Les rétroviseurs et le pare-brise

Nous avons vécu, cette année, une semaine de prière pour l’unité un peu particulière. Cela ne nous empêche pas de réfléchir à ce que nous faisons chaque fois que nous partons à la rencontre des autres. Face à face ou par écran interposé, peu importe.
Les relations œcuméniques ne datent pas d’hier, c’est surtout dans l’après-guerre que le dialogue est devenu réel et fructueux, après la création du Conseil Œcuménique des Églises en 1948 et surtout après Vatican II en 1965.
Depuis, les Églises ont cheminé. Nous avons appris à nous parler, à nous connaître et nous reconnaître, identifier les différences irréductibles (nos conceptions de l’Église, de ce qui fait autorité), mettre au jour les points d’accord fondamentaux (une seule foi, un seul baptême), etc.
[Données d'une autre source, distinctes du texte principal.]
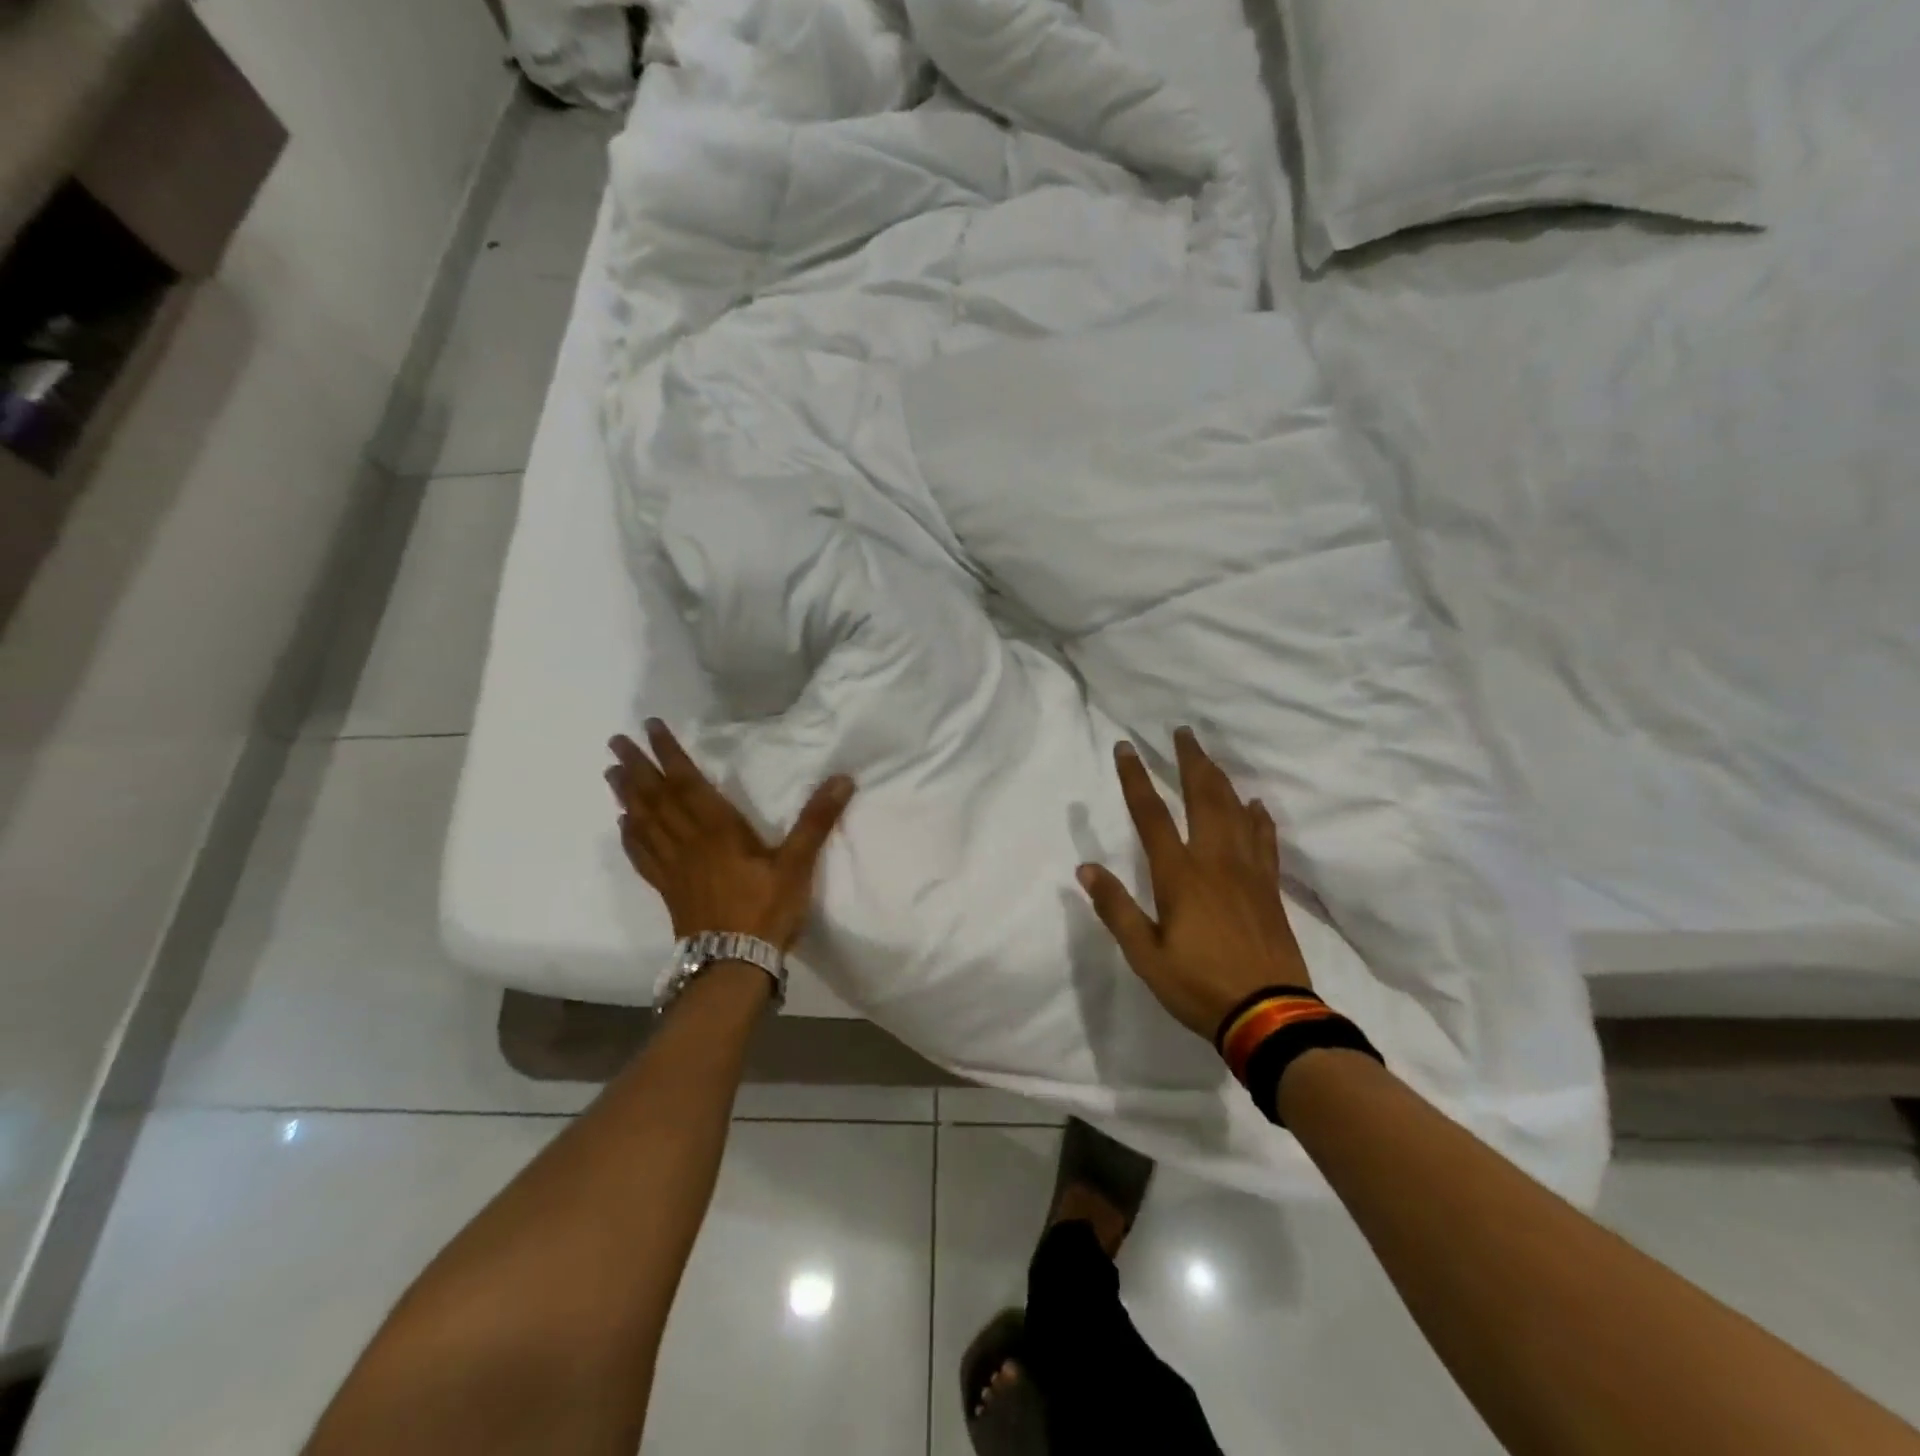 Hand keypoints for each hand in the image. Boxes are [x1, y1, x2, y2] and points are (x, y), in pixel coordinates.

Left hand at [607, 720, 854, 951]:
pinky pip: (642, 856)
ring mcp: (673, 867)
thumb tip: (843, 779)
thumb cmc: (766, 909)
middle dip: (636, 767)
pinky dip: (630, 837)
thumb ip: (816, 820)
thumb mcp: (798, 864)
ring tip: (611, 772)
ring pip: (643, 823)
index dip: (668, 753)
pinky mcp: (668, 889)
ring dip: (626, 796)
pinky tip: (623, 826)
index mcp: (717, 829)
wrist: (734, 964)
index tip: (649, 727)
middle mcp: (688, 842)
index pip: (687, 782)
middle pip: (656, 798)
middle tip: (615, 742)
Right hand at [1077, 728, 1312, 1041]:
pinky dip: (1258, 818)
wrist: (1269, 1015)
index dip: (1135, 778)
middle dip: (1190, 762)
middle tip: (1182, 732)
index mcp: (1179, 875)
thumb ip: (1116, 909)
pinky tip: (1255, 805)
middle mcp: (1214, 861)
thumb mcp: (1145, 955)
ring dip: (1220, 779)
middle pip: (1202, 798)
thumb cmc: (1198, 986)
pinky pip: (1264, 841)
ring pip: (1235, 811)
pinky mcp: (1269, 888)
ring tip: (1209, 757)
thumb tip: (1086, 868)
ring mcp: (1247, 872)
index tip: (1126, 748)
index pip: (1151, 814) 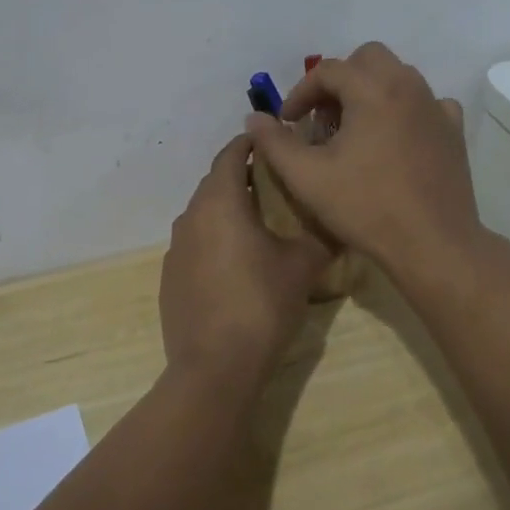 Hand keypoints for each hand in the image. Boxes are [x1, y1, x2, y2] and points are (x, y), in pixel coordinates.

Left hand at [160, 133, 330, 388]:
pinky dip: (214, 239)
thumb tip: (339, 220)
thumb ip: (321, 235)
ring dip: (226, 209)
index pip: (230, 155)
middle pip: (214, 183)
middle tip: (273, 181)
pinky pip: (194, 244)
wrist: (215, 368)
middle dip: (240, 176)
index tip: (271, 142)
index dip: (250, 144)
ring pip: (202, 214)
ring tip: (258, 220)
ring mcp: (175, 249)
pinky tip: (235, 263)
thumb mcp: (303, 266)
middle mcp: (190, 217)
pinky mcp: (170, 278)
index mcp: (220, 202)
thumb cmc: (261, 304)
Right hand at [243, 42, 485, 282]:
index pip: (327, 70)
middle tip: (323, 117)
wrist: (433, 244)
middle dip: (340, 80)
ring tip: (354, 130)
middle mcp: (408, 86)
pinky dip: (404, 110)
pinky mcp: (453, 130)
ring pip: (398, 77)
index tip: (287, 122)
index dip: (300, 92)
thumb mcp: (307, 177)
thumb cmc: (366, 207)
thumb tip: (254, 118)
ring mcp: (435, 107)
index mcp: (373, 89)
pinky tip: (394, 139)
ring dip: (370, 91)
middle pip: (367, 59)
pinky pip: (425, 103)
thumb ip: (275, 142)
Ces discussions ont même permis de mettre fin à des querelles intra-protestantes et proclamer la pleine communion entre nos Églises luthériennes et réformées, dans la Concorde de Leuenberg (1973).
Mais le monde a beaucoup changé depuis les années 60. Je pense surtout à la situation du christianisme (toutes confessions confondues) dans l’Europe de ce début de 21e siècle. La reconfiguration du paysage religieux a fait de nous des minorités religieuses parmi d’autres. Les protestants ont eu le temps, depuis le 16e siècle, de s’habituer au « fait minoritaire » ; les catholiques, de leur côté, ont vu leur Église perdre successivement le statut de religion d’État, puis de religion majoritaire dans le pays. Quitter brusquement, en l’espace de deux générations, la certitude d’être un référent culturel incontournable leur a sûrement beaucoup coûté…
Maintenant que nous en sommes là, nous pouvons songer à ce qui nous attend. Je crois que, depuis 500 ans, nous avons largement fait le tour de la question. Nous n’avons plus grand-chose de fondamental à apprendre dans ce que nous révèlent les rétroviseurs, il va falloir nous concentrer sur ce que le pare-brise nous donne à voir.
Ce qui est devant nous, au sein d’une société techno-marchande postchrétienne, c’est la recherche d’un témoignage commun. Pas forcément univoque, encore moins le fruit d’une synthèse introuvable et médiocre. Il existe des lieux où ce témoignage commun est à la fois possible et fondateur : le Centre Œcuménique de Chevry est l’un de ces lieux où des confessions distinctes partagent un lieu où retentit la Parole.
Il en existera encore bien d’autres. Dans notre consistoire, l’Église de Choisy-le-Roi réfléchit, avec la paroisse catholique voisine, à la création d’un lieu de ce type. Objectif : une présence chrétienne au sein d’une société qui semble passer à autre chose. Au commencement était la Parole, demain sera le témoignage.